Each attribute which appears on the left of an equal sign in the tag is now a key in the dictionary. Note that most, but not all of the values in the dictionary are strings. The value of the "class" key is a list, since it is possible to more than one class name in the tag.

Creating a List of Tags

soup.find_all(tag-name)

We often want to get all tags of a particular kind. The "find_all" command does that. "find_all" in its simplest form takes one string argument which is the name of the tag to search for.

listLinks = soup.find_all('a')

creates a variable "listLinks" which contains a list of all "a" tags. One element of the list, such as listLinks[1], is a tag and will take all the method calls described above. You can loop over the elements with the usual "for item in listLinks:" syntax.

"find_all" can carry out more complex searches. Here, we add only one of them: adding an attribute to the search.

soup.find_all(tag-name,attribute=string)

listDivs = soup.find_all('div',id='sites-status')

will create a list of "div" tags with the id attribute "sites-status".

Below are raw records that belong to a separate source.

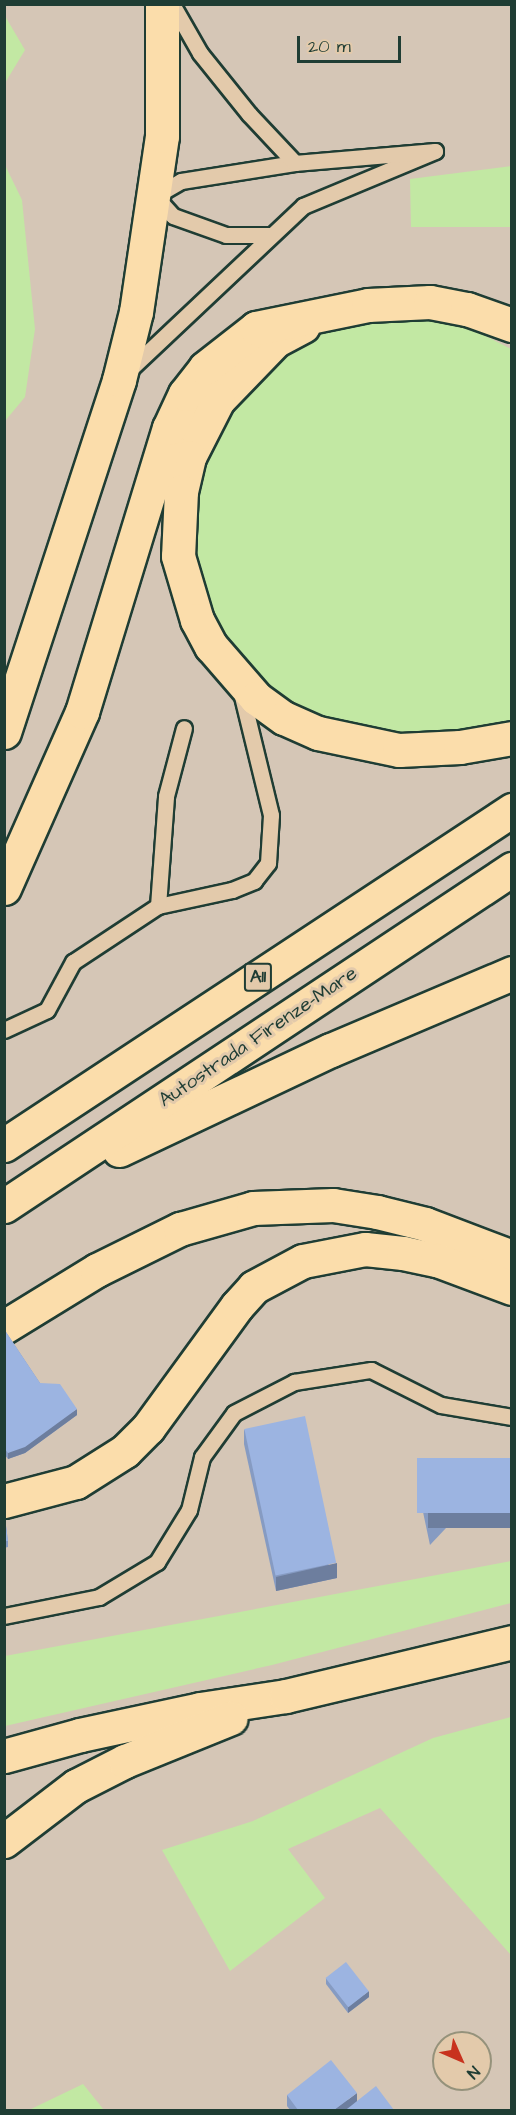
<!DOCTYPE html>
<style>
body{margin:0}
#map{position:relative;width:516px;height:2115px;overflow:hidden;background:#d5c6b6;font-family:"Architects Daughter",sans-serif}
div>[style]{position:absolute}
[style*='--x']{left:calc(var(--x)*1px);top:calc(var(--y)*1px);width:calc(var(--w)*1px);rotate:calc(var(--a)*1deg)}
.green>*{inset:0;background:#c2e8a3}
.roads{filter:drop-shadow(2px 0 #1f3d34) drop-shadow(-2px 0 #1f3d34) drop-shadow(0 2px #1f3d34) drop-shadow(0 -2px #1f3d34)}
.service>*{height:15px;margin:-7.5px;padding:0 7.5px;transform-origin:7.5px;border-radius:7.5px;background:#e3caab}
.primary>*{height:33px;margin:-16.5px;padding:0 16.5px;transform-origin:16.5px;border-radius:16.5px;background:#fbddab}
.motorway>*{height:33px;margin:-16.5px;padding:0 16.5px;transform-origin:16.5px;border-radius:16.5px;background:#fbddab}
.wall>*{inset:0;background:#869bc2}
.shaded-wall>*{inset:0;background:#6d7e9e;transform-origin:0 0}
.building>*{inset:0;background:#9cb4e1;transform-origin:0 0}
span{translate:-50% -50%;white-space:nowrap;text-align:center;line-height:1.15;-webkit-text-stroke:6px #e3caab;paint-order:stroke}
.shield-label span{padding:2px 4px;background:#e3caab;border:2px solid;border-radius:4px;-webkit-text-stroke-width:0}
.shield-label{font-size:18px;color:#1f3d34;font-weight:700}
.street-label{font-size:20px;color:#1f3d34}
.frame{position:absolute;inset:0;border:6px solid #1f3d34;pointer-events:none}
.north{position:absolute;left:432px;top:2031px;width:60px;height:60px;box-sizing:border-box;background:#e3caab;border:2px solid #95927b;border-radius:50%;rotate:135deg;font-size:16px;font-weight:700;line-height:24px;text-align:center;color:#1f3d34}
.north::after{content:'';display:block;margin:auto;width:21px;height:27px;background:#c8321e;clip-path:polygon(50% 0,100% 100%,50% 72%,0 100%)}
.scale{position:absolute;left:297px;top:36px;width:104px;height:27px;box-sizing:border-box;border:3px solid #1f3d34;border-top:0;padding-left:8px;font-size:18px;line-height:21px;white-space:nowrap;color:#1f3d34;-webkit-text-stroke:4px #e3caab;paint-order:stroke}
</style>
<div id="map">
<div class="green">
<i style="clip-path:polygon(5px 16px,25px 50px,5px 83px)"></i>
<i style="clip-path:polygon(4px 163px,22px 200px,35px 329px,25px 397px,5px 421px)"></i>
<i style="clip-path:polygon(511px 166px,511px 227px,411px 227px,410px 179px)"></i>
<i style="clip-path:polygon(408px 317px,472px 329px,511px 349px,511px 724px,434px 737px,359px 732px,297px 709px,245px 669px,209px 614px,191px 551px,194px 486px,216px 424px,257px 373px,311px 336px,342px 324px)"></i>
<i style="clip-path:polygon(511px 1561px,511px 1603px,272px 1665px,5px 1726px,5px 1656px)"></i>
<i style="clip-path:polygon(511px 1717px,511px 1955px,380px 1808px,288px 1849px,325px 1898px,230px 1971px,162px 1850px,253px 1821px,433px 1738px)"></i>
<i style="clip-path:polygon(83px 2084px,104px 2110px,29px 2110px)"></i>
</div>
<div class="roads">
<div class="service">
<i style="--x:269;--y:235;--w:43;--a:180"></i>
<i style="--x:226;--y:235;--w:56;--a:-160.3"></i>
<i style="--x:173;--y:216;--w:27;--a:-132"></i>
<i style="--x:155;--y:196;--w:30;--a:-30"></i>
<i style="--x:181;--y:181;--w:115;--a:-9"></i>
<i style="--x:128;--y:371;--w:241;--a:-43.3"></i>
<i style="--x:303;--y:206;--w:143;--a:-22.6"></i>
<i style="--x:435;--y:151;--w:141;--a:175.1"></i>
<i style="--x:295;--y:163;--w:67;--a:-133.2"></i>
<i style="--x:249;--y:114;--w:78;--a:-128.8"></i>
<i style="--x:200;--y:53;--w:56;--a:-119.7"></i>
<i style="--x:158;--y:906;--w:76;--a:-12.2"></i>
<i style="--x:232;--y:890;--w:24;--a:-22"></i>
<i style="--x:254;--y:881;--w:23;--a:-52"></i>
<i style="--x:268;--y:863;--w:48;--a:-86.4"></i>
<i style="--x:271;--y:815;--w:127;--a:-103.7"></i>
<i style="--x:4;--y:1030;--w:47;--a:-24.9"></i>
<i style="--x:47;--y:1010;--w:55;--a:-61.6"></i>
<i style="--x:73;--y:962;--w:102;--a:-33.4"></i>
<i style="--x:158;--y:906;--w:110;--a:-85.8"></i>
<i style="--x:166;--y:796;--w:70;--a:-75.2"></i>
<i style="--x:4;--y:1616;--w:97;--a:-11.3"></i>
<i style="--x:99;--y:1597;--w:68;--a:-31.1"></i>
<i style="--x:157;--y:1562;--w:61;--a:-58.4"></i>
<i style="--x:189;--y:1510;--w:55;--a:-76.2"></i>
<i style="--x:202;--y:1457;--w:54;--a:-54"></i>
<i style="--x:234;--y:1413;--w:68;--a:-27.3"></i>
<i style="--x:294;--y:1382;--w:78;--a:-8.9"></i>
<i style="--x:371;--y:1370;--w:78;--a:26.6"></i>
<i style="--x:441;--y:1405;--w:72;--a:9.6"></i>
</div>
<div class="primary">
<i style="--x:4;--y:732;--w:370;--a:-71.9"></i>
<i style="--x:119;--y:380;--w:70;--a:-76"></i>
<i style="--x:136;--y:312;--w:178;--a:-81.6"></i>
<i style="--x:162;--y:136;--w:132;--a:-90"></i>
<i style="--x:4;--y:1756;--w:79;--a:-15.4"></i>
<i style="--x:80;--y:1735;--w:123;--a:-12.2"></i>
<i style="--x:200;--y:1709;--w:87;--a:-8.6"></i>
<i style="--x:286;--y:1696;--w:232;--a:-13.4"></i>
<i style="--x:4;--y:1841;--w:91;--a:-37.4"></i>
<i style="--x:76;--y:1786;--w:55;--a:-27"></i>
<i style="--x:125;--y:1761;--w:114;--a:-22.1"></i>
</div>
<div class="motorway">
<i style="--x:303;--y:326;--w:32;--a:152"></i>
<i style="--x:275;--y:341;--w:82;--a:134"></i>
<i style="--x:218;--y:400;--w:64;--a:117"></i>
<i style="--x:189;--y:457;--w:35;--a:103"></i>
<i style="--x:181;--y:491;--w:65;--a:92.6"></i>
<i style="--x:178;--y:556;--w:67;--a:73.5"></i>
<i style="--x:197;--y:620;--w:30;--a:62"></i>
<i style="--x:211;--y:646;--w:69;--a:49.1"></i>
<i style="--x:256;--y:698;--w:34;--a:36"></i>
<i style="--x:284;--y:718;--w:37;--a:24"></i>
<i style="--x:318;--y:733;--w:83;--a:11.9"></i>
<i style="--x:399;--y:750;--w:61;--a:-2.8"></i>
<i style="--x:460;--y:747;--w:53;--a:-9.8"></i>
<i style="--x:4;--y:888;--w:193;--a:-66.1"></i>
<i style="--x:82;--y:712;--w:297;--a:-73"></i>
<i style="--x:169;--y:428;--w:38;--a:-65"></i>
<i style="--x:185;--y:394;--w:33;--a:-52"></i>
<i style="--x:205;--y:368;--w:65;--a:-38.1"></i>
<i style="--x:256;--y:328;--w:114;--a:-11.6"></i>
<i style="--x:368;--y:305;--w:62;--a:-2.8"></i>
<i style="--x:430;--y:302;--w:38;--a:11"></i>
<i style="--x:467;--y:309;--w:48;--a:19.6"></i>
<i style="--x:4;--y:1145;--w:609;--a:-33.4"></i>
<i style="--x:119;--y:1150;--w:234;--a:-25.3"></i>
<i style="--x:331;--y:1050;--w:197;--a:-23"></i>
<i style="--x:4;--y:1206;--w:610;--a:-33.56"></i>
<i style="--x:4;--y:1327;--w:109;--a:-31.5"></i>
<i style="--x:97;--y:1270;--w:93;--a:-26.3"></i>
<i style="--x:180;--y:1229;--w:76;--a:-16"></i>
<i style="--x:253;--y:1208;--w:80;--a:-2.1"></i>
<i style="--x:333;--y:1205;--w:45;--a:9"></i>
<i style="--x:377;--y:1212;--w:49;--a:14"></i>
<i style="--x:425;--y:1224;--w:93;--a:20.8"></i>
<i style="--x:4;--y:1501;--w:74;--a:-14.8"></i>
<i style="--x:76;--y:1482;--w:58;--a:-32.3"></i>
<i style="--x:125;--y:1451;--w:33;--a:-45"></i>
<i style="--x:148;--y:1428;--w:151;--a:-53.9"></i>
<i style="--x:237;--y:1306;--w:25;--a:-48"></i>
<i style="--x:254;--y:1287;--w:55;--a:-28"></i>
<i style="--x:303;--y:1261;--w:63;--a:-11"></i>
<i style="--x:365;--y:1249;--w:38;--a:6"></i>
<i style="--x:403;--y:1253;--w:35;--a:12"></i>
<i style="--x:437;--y:1260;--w:80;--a:20.5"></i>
</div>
</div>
<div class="wall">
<i style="clip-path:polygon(4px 1329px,40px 1383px,77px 1415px,25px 1453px,8px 1459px,4px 1454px)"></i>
<i style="clip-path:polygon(244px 1429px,337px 1578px,276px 1591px,244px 1444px)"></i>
<i style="clip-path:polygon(512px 1458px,430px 1545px,419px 1493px,419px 1479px)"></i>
<i style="clip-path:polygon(4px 1511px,8px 1541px,8px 1547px,4px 1548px)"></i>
<i style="clip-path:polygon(326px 1978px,369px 1997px,348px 2013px,326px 1984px)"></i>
<i style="clip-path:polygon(287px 2095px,357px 2101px,394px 2110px,290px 2110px,287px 2106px)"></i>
</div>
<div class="shaded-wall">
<i style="clip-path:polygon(77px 1409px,77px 1415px,25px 1453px,8px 1459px,8px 1453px)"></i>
<i style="left:512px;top:1513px;width:15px;height:84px;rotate:90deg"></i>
<i style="clip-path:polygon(337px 1563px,337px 1578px,276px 1591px,276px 1577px)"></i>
<i style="clip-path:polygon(369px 1991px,369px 1997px,348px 2013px,348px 2007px)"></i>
<i style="clip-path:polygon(357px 2093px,357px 2105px,347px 2109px,347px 2110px,334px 2110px)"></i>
</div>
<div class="building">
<i style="clip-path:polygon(4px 1329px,40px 1383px,60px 1384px,77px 1409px,25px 1447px,8px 1453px,4px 1448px)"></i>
<i style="left:305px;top:1416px;width:150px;height:62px;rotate:78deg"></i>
<i style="left:512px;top:1458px;width:55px;height:95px;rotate:90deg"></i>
<i style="clip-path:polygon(4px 1511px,8px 1541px,4px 1541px)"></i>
<i style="left:346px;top:1962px;width:37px;height:26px;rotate:52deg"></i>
<i style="clip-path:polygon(331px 2060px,357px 2093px,334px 2110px,298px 2110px,287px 2095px)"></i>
<i style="clip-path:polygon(376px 2086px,394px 2110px,348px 2110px,347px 2109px)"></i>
</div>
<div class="shield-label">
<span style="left:258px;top:977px">A11</span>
</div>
<div class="street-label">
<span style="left:258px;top:1037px;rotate:-34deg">Autostrada Firenze-Mare</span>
</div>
<div class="frame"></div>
<div class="north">N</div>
<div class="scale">20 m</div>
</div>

There is one special case: the "class" attribute which we saw earlier. You cannot use the word "class" as a name in python, because is is a reserved word, like "import", or "for". When you need to narrow a search using the class attribute, use the name "class_" instead, as in "soup.find_all("div",class_="sites-attachments-name")"

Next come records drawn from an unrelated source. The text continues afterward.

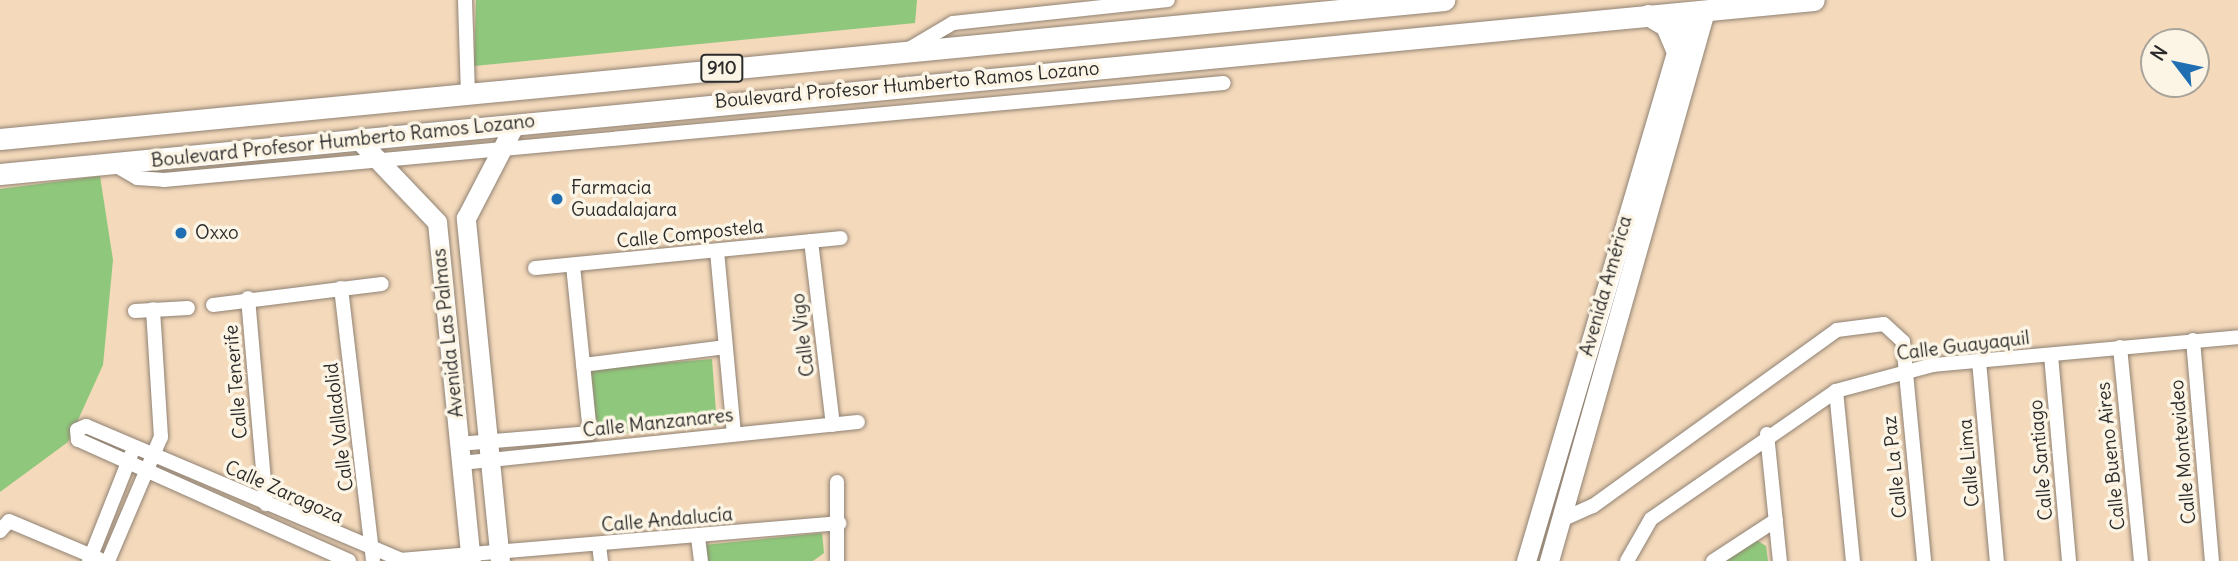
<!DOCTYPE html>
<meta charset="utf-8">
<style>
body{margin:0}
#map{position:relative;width:2238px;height:561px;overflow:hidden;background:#f4d9bb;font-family:Delius,sans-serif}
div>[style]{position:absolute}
.green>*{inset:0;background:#8fc87c}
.roads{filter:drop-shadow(0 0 2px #908273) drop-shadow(0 0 2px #908273)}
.street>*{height:14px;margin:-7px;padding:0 7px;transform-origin:7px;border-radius:7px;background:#fff}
.secondary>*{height:19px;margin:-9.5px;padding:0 9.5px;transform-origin:9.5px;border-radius:9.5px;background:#fff}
.primary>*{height:21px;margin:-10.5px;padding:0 10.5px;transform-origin:10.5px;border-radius:10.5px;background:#fff}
.dots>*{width:19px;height:19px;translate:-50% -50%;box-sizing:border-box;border:4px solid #fcf5e5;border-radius:50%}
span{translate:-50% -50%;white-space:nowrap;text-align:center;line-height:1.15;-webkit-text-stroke:7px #fcf5e5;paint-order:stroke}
.shield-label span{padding:2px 5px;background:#fcf5e5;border:2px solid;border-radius:5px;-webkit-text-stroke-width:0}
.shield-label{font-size:18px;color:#2b2b2b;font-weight:700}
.street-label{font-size:19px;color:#2b2b2b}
.poi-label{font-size:19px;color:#2b2b2b}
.left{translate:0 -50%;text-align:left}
.north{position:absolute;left:2140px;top:28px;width:70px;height:70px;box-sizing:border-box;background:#fcf5e5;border:2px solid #a8a49b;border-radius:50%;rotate:302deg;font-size:19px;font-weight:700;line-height:28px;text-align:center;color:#2b2b2b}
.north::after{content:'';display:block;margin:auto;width:24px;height:32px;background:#1f6fb2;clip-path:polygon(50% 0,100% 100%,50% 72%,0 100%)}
</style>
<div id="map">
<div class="green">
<i style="clip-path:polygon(476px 0,917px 0,915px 23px,474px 66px)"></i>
<i style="clip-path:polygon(100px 176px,113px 260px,103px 365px,68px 442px,0 492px,0 189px)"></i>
<i style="clip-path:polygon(712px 359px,717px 425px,597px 436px,591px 369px)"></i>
<i style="clip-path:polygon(822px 533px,824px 553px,813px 561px,707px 561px,704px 545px)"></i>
<i style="clip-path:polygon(1753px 538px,1766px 546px,1768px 561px,1722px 561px)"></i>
</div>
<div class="roads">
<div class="street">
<i style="left:465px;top:0;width:94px;rotate:88.2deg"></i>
<i style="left:909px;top:49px;width:51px;rotate:-30.6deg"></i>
<i style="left:953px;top:23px;width:216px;rotate:-6.1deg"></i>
<i style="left:113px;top:164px;width:28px;rotate:30deg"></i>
<i style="left:137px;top:178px;width:27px;rotate:4deg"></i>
<i style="left:164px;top:180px;width:1064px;rotate:-5.23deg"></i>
<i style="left:811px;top:241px;width:185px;rotate:83.2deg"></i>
<i style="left:717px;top:251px;width:184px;rotate:84.7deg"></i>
<i style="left:535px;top:268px;width:307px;rotate:-5.6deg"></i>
<i style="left:341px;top:288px;width:274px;rotate:83.3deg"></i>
<i style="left:248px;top:298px;width:207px;rotate:85deg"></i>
<i style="left:213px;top:305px;width:170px;rotate:-7.1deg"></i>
<i style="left:135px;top:311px;width:53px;rotate:-3.2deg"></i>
<i style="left:2193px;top:340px;width:222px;rotate:85.1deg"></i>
<i style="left:2120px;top:347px;width:215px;rotate:84.4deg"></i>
<i style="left:2051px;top:355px;width:207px;rotate:85deg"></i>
<i style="left:1979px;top:361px;width:201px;rotate:84.9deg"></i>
<i style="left:583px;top:365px;width:143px;rotate:-7.2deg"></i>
<i style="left:1836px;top:391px;width:171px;rotate:84.3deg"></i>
<i style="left:1767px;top:434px;width:128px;rotate:84.2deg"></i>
<i style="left:459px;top:444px;width:131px;rotate:-4.8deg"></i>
<i style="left:590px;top:433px;width:169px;rotate:-95.8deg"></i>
<i style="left:461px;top:463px;width:399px;rotate:-5.9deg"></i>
<i style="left:837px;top:482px;width:79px;rotate:90deg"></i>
<i style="left:1561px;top:520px;width:35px;rotate:-24deg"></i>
<i style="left:1593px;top:506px;width:301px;rotate:-35.8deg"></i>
<i style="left:1837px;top:330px;width:47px;rotate:-7.3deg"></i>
<i style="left:1884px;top:324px;width:26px;rotate:43deg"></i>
<i style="left:1903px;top:342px;width:220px;rotate:84.5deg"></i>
<i style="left:0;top:531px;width:13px;rotate:-48deg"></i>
<i style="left:9px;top:521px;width:98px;rotate:22.9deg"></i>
<i style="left:698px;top:537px;width:24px;rotate:83deg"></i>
<i style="left:599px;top:545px;width:16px;rotate:83deg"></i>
<i style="left:89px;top:561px;width:114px;rotate:-68.4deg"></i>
<i style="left:108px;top:561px;width:135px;rotate:-66.9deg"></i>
<i style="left:161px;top:437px;width:128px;rotate:-93.6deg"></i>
<i style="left:349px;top:561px;width:297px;rotate:-155.9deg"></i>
<i style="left:78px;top:440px;width:10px;rotate:-96deg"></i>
<i style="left:77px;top:430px;width:10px;rotate:-24deg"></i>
<i style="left:86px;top:426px;width:342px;rotate:23deg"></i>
<i style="left:401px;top:560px;width:440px;rotate:-4.8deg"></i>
<i style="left:1627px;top:561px;width:48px;rotate:-60.3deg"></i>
<i style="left:1651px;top:519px;width:225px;rotate:-34.7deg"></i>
<i style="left:1836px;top:391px;width:100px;rotate:-15deg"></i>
<i style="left:1933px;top:365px;width:306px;rotate:-5.2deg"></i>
<i style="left:1713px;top:561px;width:75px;rotate:-33.1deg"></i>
</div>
<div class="secondary">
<i style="left:357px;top:138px;width:116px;rotate:46.4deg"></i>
<i style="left:437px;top:222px;width:341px;rotate:84.3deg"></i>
<i style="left:500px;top:561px;width:345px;rotate:-95.7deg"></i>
<i style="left:466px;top:218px;width:106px;rotate:-62.5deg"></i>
<i style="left:1526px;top:561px;width:572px;rotate:-73.56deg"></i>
<i style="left:1549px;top:561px;width:572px;rotate:-74.16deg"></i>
</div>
<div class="primary">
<i style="left:1648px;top:15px;width:21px;rotate:31deg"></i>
<i style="left:1666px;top:26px;width:25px;rotate:67deg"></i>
<i style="left:0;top:139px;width:1451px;rotate:-5.5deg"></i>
<i style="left:0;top:174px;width:1822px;rotate:-5.48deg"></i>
</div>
</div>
<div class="dots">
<i style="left:557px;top:199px;background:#1f6fb2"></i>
<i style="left:181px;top:233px;background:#1f6fb2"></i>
</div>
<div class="shield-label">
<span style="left:722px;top:68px">910</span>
</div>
<div class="street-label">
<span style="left:907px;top:85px;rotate:-5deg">Boulevard Profesor Humberto Ramos Lozano</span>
<span style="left:343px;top:141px;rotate:-6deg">Boulevard Profesor Humberto Ramos Lozano</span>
<span style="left:690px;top:234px;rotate:-6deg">Calle Compostela</span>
<span style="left:1606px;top:286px;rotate:-74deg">Avenida América</span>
<span style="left:448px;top:333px;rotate:-96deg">Avenida Las Palmas</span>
<span style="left:803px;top:335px;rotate:-97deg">Calle Vigo</span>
<span style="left:1963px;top:346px;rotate:-7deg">Calle Guayaquil</span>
<span style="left:236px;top:382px;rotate:-95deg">Calle Tenerife</span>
<span style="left:658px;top:423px;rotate:-6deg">Calle Manzanares</span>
<span style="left:339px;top:427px;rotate:-97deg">Calle Valladolid</span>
<span style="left:2183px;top:452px;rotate:-95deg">Calle Montevideo</span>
<span style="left:2111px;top:456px;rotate:-96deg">Calle Bueno Aires</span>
<span style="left:2041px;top:460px;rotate:-95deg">Calle Santiago</span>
<span style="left:1969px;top:463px;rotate:-95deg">Calle Lima</span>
<span style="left:1895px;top:467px;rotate:-96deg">Calle La Paz</span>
<span style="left:284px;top:492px;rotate:24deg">Calle Zaragoza</span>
<span style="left:667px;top:520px;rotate:-5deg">Calle Andalucía</span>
</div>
<div class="poi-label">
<span class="left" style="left:571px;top:199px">Farmacia<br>Guadalajara</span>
<span class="left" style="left:195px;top:233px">Oxxo</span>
</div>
<div class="north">N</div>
</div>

Basic Flow for a Web Scraping Task

This page only shows the most basic commands in BeautifulSoup. There are many shortcuts which you will want to learn if you do this often. However, the information on this page will get you started. Here are the basic steps if you find a web page that contains data to be scraped:

    • Create your soup object.

    • Print soup.prettify() to see the structure of the web page, and find out what tags contain the information you want.

    • Use find_all to create a list of tags of the desired type.

      • Loop over this list and print each tag.

      • Determine how you will identify the tags that you are interested in.

        • Use "if" statements in your loop to print only those tags of interest.

        • If the list looks correct, use "text" to get at the data, and manipulate the resulting strings (with things like strip and split) to produce the output you want.